Eles viajaram para as províncias de Kivu do Norte e Kivu do Sul, onde as organizações humanitárias têm trabalhado durante anos para ajudar milhões de pessoas afetadas por conflitos, pela violência e pelo subdesenvolvimento crônico.
Mais de 1,6 milhão de pessoas deslocadas internamente moram nos ‘Kivus’ – quase 60% dos 2,7 milhões de congoleses que foram desabrigados pela persistente violência que assombra o país há décadas. A RDC é uma das maiores operações de cada uma das organizações representadas nesta missão.
“A complexa crise na RDC só pode ser resolvida através da ação coletiva”, disse a chefe do OCHA na RDC, Barbara Shenstone. “Esta visita reafirma a crença de que juntos podemos aliviar o sofrimento humano, salvar vidas e restaurar a paz e dignidade.”
Os conflitos no Kivu do Norte e Kivu do Sul
O Kivu do Norte viu o ciclo de violência ressurgir em maio de 2012, quando o M23 veio à tona. Desde então, 700 mil pessoas foram forçadas a deixar suas casas, aumentando o número de pessoas deslocadas em Kivu do Norte para mais de 1 milhão.
No entanto, a violência e alegações de abusos de direitos humanos são recorrentes na província há mais de duas décadas.
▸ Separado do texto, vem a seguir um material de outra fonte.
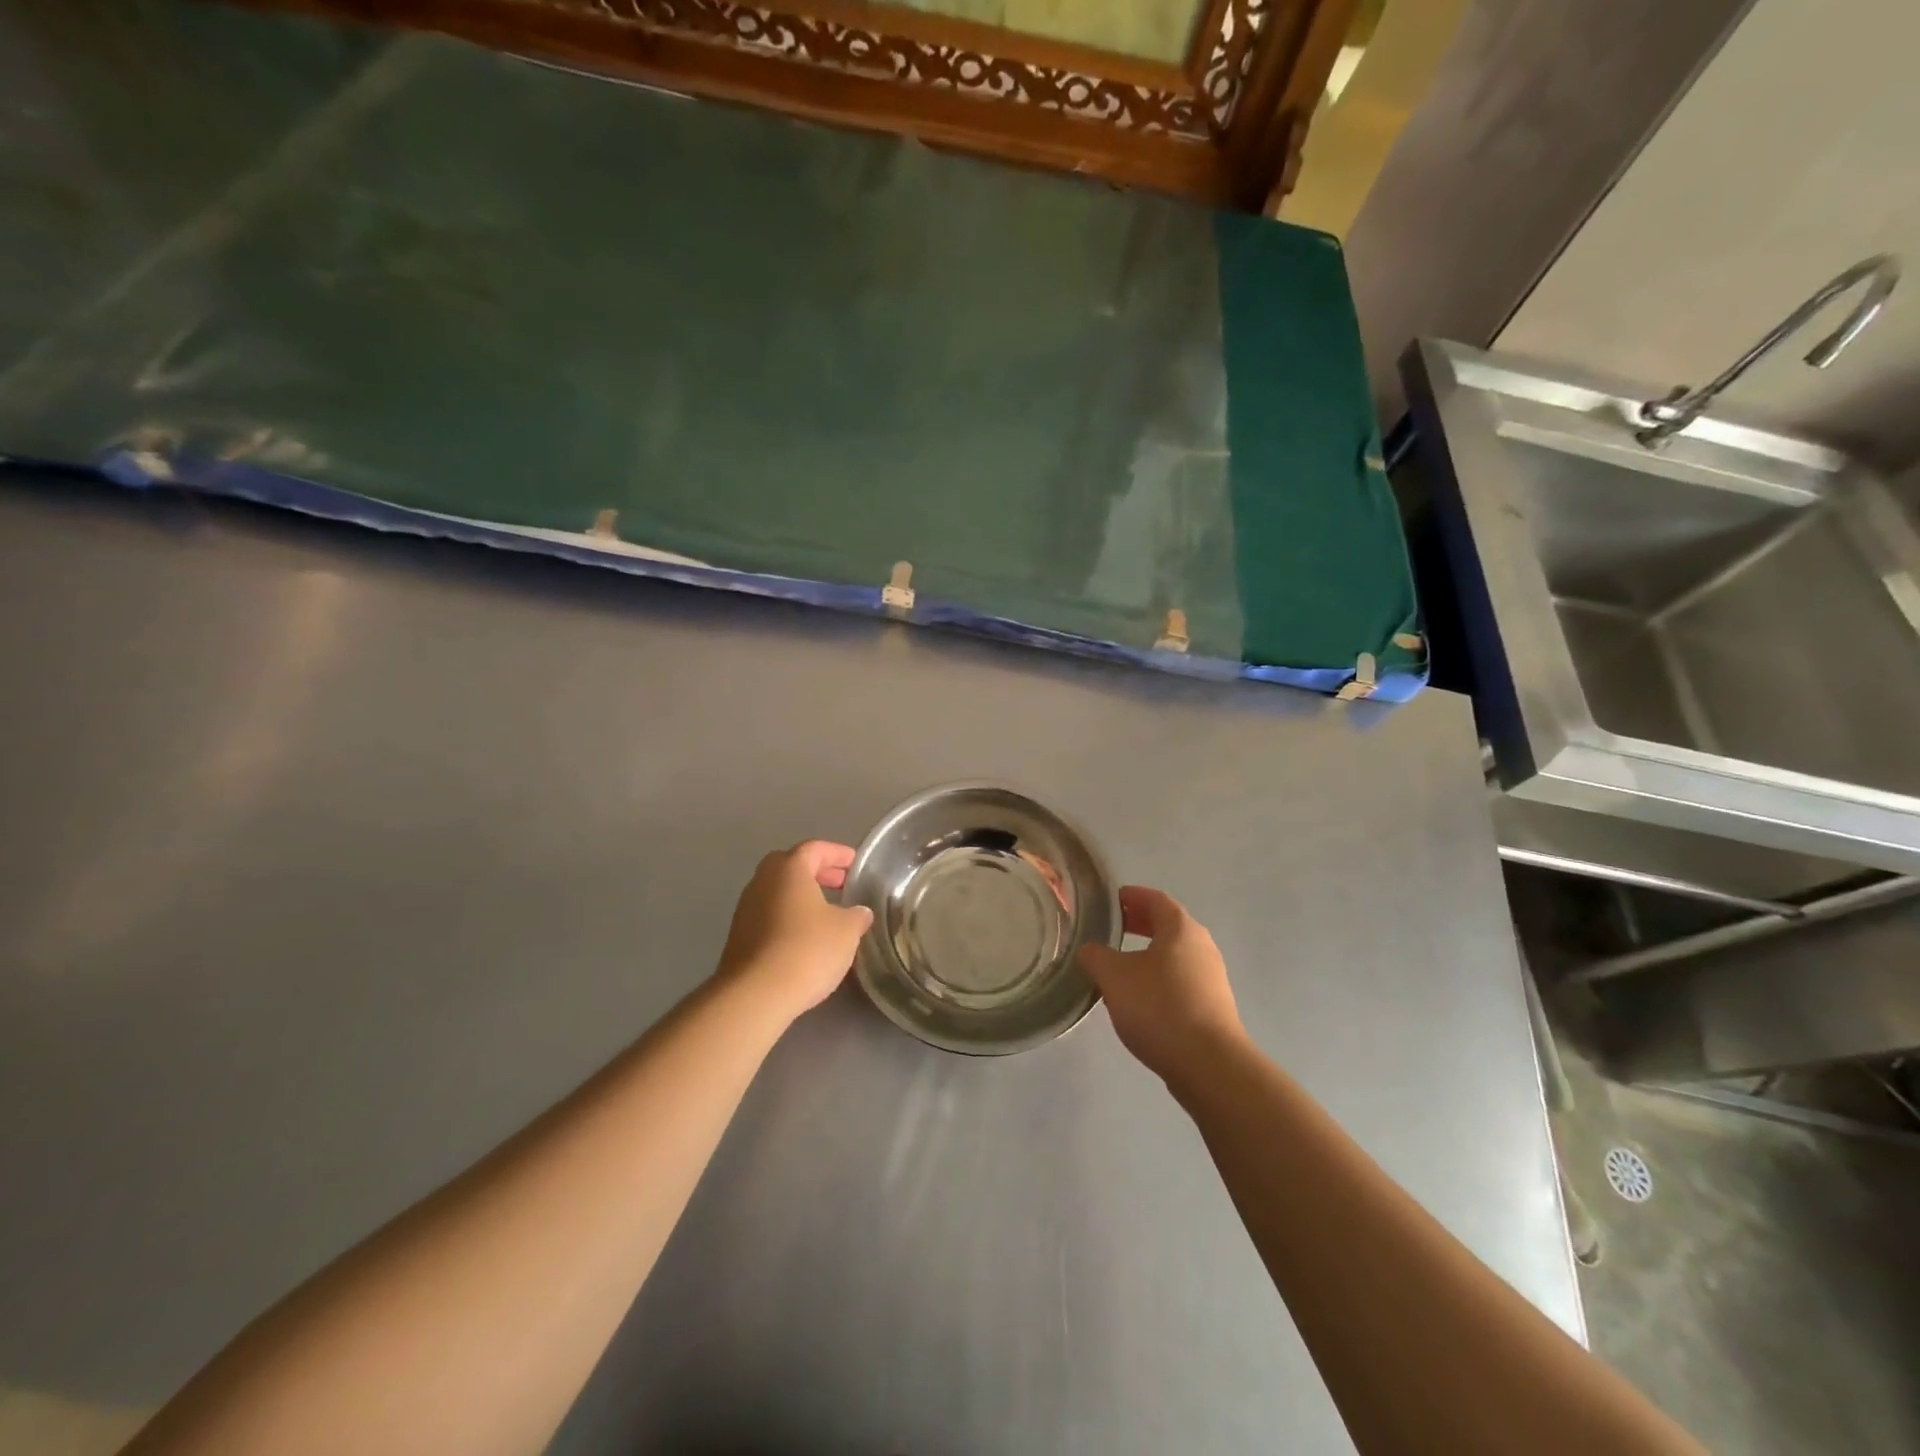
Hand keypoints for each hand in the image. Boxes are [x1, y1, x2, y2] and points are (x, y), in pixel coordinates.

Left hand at [715, 841, 873, 1023]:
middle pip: (791, 866)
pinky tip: (804, 938)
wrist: (756, 994)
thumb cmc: (807, 949)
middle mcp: (762, 881)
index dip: (837, 854)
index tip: (855, 864)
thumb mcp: (846, 931)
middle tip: (840, 885)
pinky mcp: (738, 936)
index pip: (815, 848)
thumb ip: (856, 916)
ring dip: (801, 897)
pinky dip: (788, 917)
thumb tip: (860, 912)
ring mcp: (745, 909)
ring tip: (826, 914)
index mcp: (789, 869)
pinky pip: (768, 915)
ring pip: (778, 892)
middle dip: (817, 872)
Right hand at [1079, 886, 1245, 1084]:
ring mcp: (1212, 977)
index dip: (1131, 896)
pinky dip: (1160, 977)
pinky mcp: (1213, 1005)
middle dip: (1139, 923)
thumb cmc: (1159, 1007)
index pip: (1154, 898)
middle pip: (1168, 925)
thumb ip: (1095, 956)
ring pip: (1175, 954)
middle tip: (1111, 928)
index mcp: (1181, 928)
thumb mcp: (1114, 977)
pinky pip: (1181, 978)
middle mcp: (1202, 945)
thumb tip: (1089, 950)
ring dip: (1149, 953)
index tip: (1110, 901)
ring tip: (1121, 964)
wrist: (1209, 1064)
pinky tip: (1141, 997)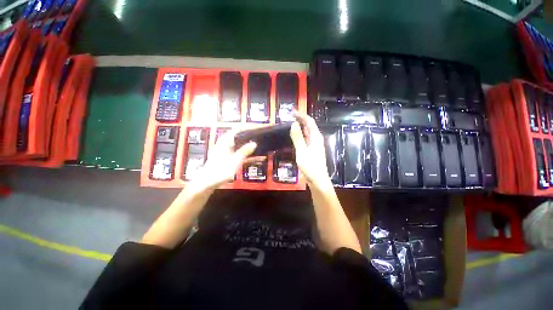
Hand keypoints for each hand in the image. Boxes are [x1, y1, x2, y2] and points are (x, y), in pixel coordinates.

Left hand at [193, 130, 256, 189]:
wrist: (207, 182)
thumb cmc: (220, 170)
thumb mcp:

Diferentes grupos lutaram entre si pelo uso de suas ricas minas e anos de instabilidade prejudicaram o seu desenvolvimento socioeconômico quase que por inteiro.
Kivu do Sul espelha seu vizinho. Os grupos armados cruzam a província conforme disputam controle territorial ou fogem do exército nacional. Quase 600 mil pessoas foram deslocadas pelo conflito na região.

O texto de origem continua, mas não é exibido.